◆ EXERCISE AIM ◆
Give the records below again, word for word. No pictures belong in the copy.

^^^^^^^^^^^^^^^^

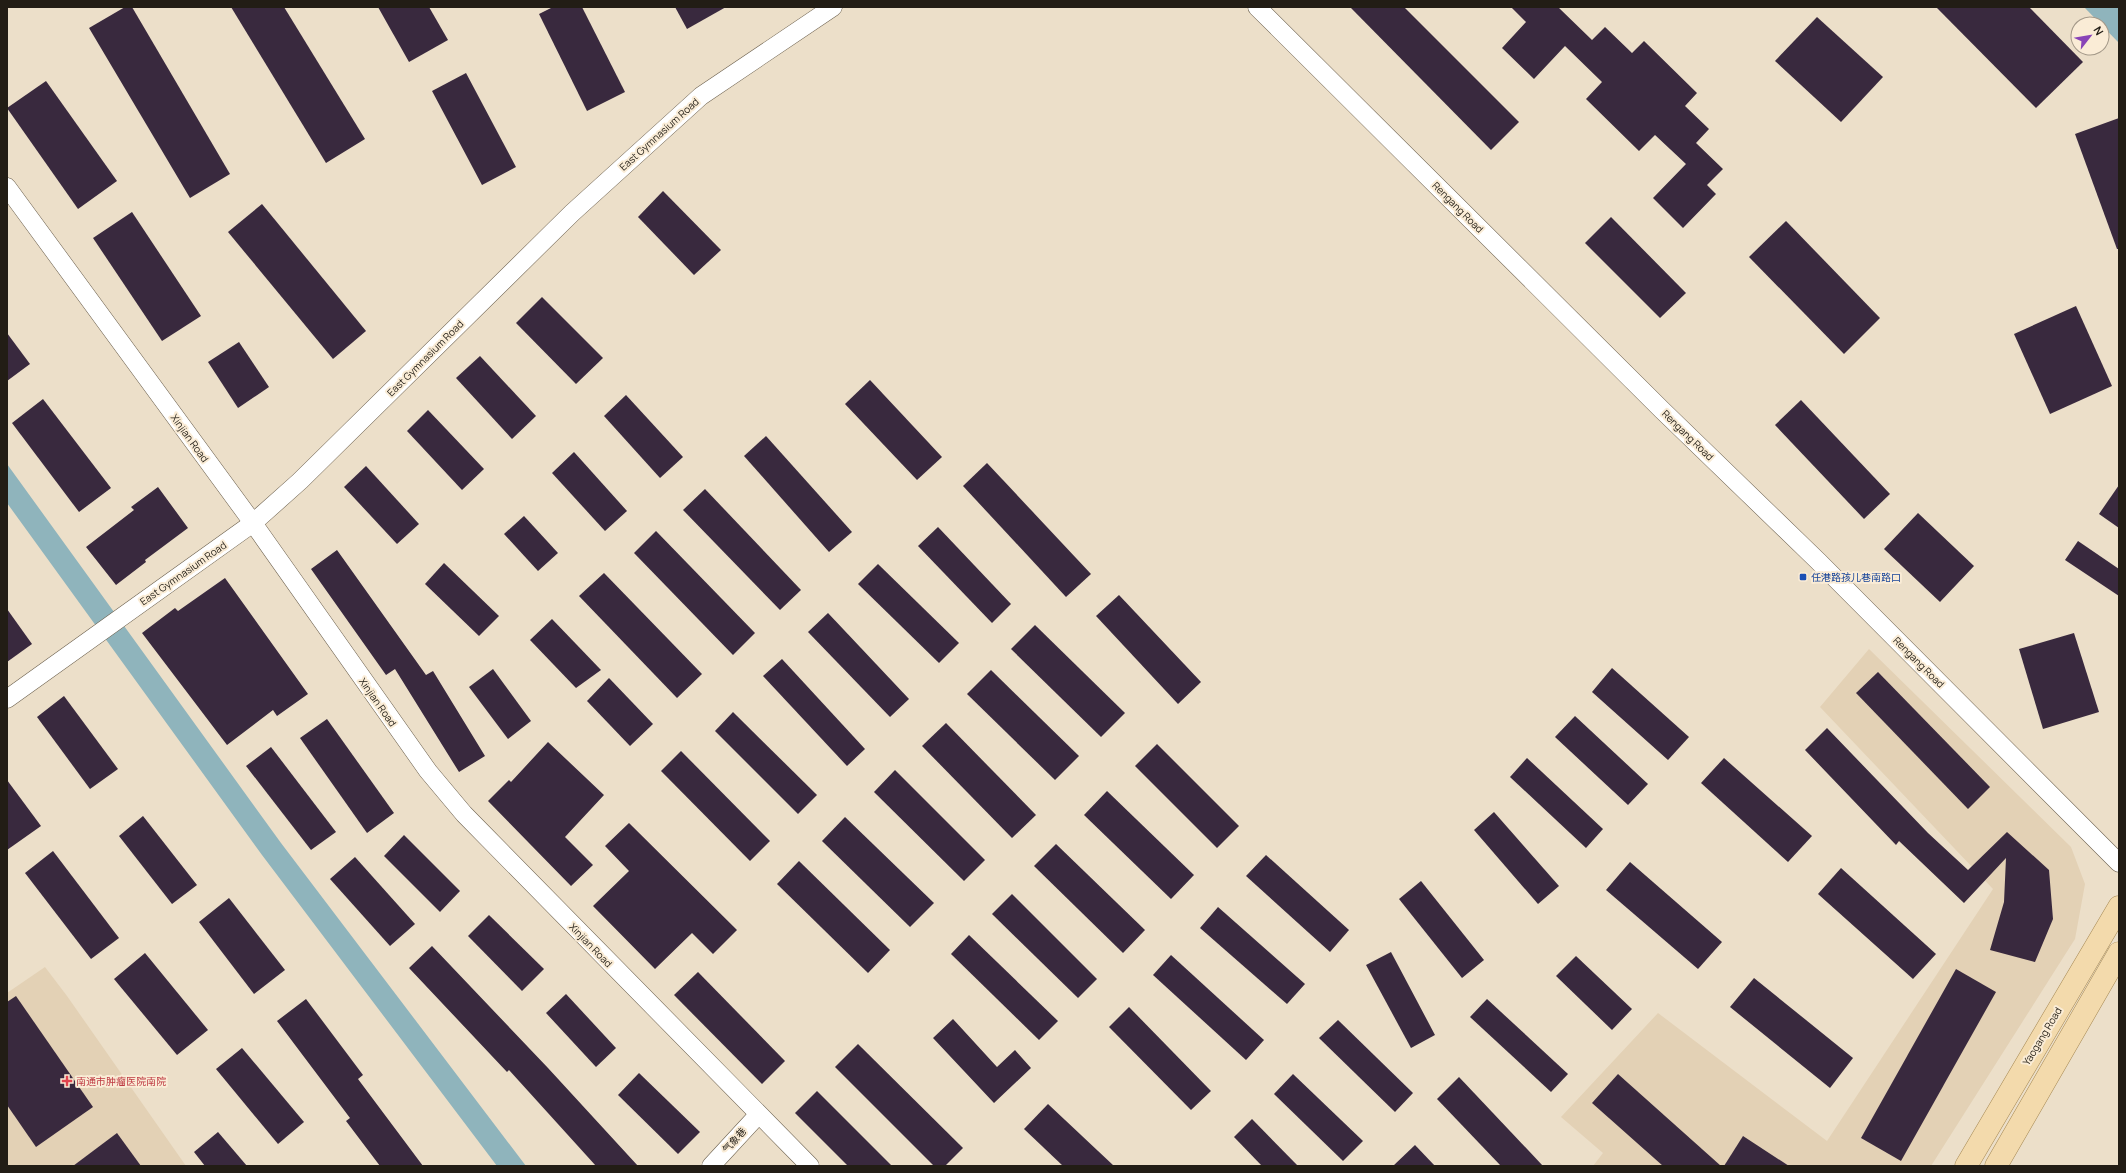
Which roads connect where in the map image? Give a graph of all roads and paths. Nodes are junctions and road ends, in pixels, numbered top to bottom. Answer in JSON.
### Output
{"nodes":[{"id":1,"x":834,"y":7,"type":"edge"},
{"id":2,"x":1257,"y":7,"type":"edge"},
{"id":3,"x":7,"y":187,"type":"edge"},
{"id":4,"x":253,"y":523,"type":"junction"},
{"id":5,"x":7,"y":699,"type":"edge"},
{"id":6,"x":2119,"y":863,"type":"edge"},
{"id":7,"x":2119,"y":907,"type":"edge"},
{"id":8,"x":2119,"y":953,"type":"edge"},
{"id":9,"x":758,"y":1115,"type":"junction"},
{"id":10,"x":711,"y":1166,"type":"edge"},
{"id":11,"x":810,"y":1166,"type":"edge"},
{"id":12,"x":1966,"y":1166,"type":"edge"},
{"id":13,"x":1996,"y":1166,"type":"edge"}],
"edges":[{"from":1,"to":4,"type":"street","name":"East Gymnasium Road"},
{"from":2,"to":6,"type":"street","name":"Rengang Road"},
{"from":3,"to":4,"type":"street","name":"Xinjian Road"},
{"from":4,"to":5,"type":"street","name":"East Gymnasium Road"},
{"from":4,"to":9,"type":"street","name":"Xinjian Road"},
{"from":7,"to":12,"type":"main road","name":"Yaogang Road"},
{"from":8,"to":13,"type":"main road"},
{"from":9,"to":10,"type":"street","name":"气象巷"},
{"from":9,"to":11,"type":"street","name":"Xinjian Road"}]}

^^^^^^^^^^^^^^^^

◆ SOLUTION FOR THIS TASK ◆
Which roads connect where in the map image? Give a graph of all roads and paths. Nodes are junctions and road ends, in pixels, numbered top to bottom. Answer in JSON.
### Output
{"nodes":[{"id":1,"x":834,"y":7,"type":"edge"},
{"id":2,"x":1257,"y":7,"type":"edge"},
{"id":3,"x":7,"y":187,"type":"edge"},
{"id":4,"x":253,"y":523,"type":"junction"},
{"id":5,"x":7,"y":699,"type":"edge"},
{"id":6,"x":2119,"y":863,"type":"edge"},
{"id":7,"x":2119,"y":907,"type":"edge"},
{"id":8,"x":2119,"y":953,"type":"edge"},
{"id":9,"x":758,"y":1115,"type":"junction"},
{"id":10,"x":711,"y":1166,"type":"edge"},
{"id":11,"x":810,"y":1166,"type":"edge"},
{"id":12,"x":1966,"y":1166,"type":"edge"},
{"id":13,"x":1996,"y":1166,"type":"edge"}],
"edges":[{"from":1,"to":4,"type":"street","name":"East Gymnasium Road"},
{"from":2,"to":6,"type":"street","name":"Rengang Road"},
{"from":3,"to":4,"type":"street","name":"Xinjian Road"},
{"from":4,"to":5,"type":"street","name":"East Gymnasium Road"},
{"from":4,"to":9,"type":"street","name":"Xinjian Road"},
{"from":7,"to":12,"type":"main road","name":"Yaogang Road"},
{"from":8,"to":13,"type":"main road"},
{"from":9,"to":10,"type":"street","name":"气象巷"},
{"from":9,"to":11,"type":"street","name":"Xinjian Road"}]}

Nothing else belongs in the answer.